**Exercise aim**
Reply with only a number, the count of lines in the listing that include the word "Phan".

**Data excerpts**
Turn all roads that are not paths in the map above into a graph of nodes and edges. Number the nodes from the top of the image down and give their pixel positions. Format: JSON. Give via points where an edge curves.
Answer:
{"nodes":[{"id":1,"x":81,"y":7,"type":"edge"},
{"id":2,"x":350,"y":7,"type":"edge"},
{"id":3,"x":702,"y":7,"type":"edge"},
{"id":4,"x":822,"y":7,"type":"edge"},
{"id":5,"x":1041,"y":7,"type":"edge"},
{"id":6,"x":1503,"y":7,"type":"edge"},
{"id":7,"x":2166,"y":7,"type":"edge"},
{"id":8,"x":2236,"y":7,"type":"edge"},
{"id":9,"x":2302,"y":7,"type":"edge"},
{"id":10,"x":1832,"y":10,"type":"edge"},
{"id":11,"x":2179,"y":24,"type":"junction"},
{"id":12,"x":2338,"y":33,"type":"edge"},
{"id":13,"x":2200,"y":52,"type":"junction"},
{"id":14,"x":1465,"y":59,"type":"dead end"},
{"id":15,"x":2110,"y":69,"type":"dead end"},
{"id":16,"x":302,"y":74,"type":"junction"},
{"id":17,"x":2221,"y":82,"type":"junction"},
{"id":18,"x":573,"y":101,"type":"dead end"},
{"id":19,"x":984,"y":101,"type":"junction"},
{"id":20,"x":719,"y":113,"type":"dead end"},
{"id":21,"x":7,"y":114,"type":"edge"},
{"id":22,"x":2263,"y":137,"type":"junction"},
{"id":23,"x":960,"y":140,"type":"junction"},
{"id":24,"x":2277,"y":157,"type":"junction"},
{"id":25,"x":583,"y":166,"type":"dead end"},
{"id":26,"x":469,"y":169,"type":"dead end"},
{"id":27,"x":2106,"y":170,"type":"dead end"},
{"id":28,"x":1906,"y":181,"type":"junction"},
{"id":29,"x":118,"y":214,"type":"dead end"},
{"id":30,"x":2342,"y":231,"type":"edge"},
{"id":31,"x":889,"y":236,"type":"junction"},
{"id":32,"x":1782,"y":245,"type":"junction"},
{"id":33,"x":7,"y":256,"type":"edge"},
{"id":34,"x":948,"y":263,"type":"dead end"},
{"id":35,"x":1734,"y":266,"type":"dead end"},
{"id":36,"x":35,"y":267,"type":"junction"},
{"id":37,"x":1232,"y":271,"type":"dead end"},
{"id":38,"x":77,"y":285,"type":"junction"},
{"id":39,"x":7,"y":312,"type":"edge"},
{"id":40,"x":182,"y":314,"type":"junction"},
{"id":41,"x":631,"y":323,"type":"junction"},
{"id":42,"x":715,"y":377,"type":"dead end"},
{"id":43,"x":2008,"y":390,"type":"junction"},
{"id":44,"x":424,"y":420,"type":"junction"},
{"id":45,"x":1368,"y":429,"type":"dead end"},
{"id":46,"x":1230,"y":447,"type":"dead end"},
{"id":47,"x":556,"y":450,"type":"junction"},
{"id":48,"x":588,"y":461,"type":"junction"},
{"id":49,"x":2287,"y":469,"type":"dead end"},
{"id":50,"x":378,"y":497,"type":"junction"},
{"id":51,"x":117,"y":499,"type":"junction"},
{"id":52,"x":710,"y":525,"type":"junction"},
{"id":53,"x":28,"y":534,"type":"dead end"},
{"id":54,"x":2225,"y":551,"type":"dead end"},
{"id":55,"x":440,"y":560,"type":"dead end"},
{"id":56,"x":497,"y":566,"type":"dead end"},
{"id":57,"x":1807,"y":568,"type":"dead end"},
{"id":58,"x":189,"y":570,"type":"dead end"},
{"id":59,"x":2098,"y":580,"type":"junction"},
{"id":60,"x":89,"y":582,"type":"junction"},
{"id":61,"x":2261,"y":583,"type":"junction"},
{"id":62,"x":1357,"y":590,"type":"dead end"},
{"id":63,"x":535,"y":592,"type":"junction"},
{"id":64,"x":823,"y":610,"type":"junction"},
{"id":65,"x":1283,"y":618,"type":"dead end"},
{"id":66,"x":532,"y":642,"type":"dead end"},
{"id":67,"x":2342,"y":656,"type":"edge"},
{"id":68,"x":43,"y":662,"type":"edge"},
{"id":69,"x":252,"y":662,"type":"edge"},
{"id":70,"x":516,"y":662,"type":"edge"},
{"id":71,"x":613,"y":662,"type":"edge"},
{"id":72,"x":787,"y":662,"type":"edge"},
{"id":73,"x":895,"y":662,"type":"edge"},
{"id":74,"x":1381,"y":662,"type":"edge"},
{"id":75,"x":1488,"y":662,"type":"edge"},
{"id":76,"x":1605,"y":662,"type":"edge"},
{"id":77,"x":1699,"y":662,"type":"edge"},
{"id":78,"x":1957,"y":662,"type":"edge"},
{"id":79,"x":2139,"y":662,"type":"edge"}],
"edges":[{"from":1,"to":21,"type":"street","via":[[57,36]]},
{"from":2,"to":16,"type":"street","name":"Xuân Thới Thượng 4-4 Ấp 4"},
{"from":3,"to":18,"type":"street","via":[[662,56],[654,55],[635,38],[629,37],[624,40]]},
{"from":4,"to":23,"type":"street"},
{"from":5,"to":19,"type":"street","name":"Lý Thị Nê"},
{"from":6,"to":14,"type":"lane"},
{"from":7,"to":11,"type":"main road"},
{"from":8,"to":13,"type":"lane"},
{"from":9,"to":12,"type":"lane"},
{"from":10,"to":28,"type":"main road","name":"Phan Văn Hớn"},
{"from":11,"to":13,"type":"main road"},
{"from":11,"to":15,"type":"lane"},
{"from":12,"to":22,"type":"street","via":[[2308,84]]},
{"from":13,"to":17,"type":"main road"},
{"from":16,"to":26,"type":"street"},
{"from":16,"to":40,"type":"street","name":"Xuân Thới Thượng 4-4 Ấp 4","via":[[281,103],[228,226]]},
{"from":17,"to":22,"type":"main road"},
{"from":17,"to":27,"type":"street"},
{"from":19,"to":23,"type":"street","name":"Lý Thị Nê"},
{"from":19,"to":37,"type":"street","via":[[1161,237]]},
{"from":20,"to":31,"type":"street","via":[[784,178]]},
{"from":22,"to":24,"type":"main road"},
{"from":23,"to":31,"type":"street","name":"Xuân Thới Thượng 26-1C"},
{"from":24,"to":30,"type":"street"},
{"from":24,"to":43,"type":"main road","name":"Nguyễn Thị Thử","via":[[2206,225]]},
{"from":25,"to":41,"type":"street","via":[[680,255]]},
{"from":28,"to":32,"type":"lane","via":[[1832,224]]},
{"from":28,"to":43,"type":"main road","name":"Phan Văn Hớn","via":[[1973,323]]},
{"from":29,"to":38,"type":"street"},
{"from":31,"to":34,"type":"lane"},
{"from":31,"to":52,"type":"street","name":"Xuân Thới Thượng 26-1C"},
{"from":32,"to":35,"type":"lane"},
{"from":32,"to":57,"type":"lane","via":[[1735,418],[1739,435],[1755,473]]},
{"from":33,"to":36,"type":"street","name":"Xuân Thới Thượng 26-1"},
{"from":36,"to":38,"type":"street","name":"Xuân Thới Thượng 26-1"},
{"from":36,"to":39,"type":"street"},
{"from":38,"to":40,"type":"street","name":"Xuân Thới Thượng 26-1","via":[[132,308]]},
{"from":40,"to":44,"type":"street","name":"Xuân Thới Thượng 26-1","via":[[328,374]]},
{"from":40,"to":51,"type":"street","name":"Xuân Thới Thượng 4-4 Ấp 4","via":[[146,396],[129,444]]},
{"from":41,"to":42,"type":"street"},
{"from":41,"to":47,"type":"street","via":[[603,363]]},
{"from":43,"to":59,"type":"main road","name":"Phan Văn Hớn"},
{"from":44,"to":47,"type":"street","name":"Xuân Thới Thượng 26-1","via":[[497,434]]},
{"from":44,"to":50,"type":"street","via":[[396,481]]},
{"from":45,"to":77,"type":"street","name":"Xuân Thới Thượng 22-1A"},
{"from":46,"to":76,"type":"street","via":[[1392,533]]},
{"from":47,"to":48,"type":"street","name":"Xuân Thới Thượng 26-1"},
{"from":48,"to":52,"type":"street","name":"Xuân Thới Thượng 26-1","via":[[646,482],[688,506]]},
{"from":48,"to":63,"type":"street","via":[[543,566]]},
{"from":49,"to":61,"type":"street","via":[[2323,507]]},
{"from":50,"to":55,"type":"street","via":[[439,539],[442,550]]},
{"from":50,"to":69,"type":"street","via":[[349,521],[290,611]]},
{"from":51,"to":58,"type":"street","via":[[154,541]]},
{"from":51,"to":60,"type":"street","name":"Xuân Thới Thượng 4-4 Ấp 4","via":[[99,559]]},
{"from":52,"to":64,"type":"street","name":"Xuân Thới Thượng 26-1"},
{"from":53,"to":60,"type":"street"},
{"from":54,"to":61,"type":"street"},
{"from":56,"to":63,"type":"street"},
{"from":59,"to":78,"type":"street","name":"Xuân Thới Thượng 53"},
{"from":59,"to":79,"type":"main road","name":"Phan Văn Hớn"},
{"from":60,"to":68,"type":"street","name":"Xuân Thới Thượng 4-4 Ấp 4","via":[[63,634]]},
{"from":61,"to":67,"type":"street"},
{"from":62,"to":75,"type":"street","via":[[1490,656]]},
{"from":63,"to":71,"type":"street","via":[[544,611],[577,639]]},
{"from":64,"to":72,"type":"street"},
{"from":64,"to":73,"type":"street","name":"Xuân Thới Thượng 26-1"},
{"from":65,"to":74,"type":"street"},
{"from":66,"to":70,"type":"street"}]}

**Exercise answer**
4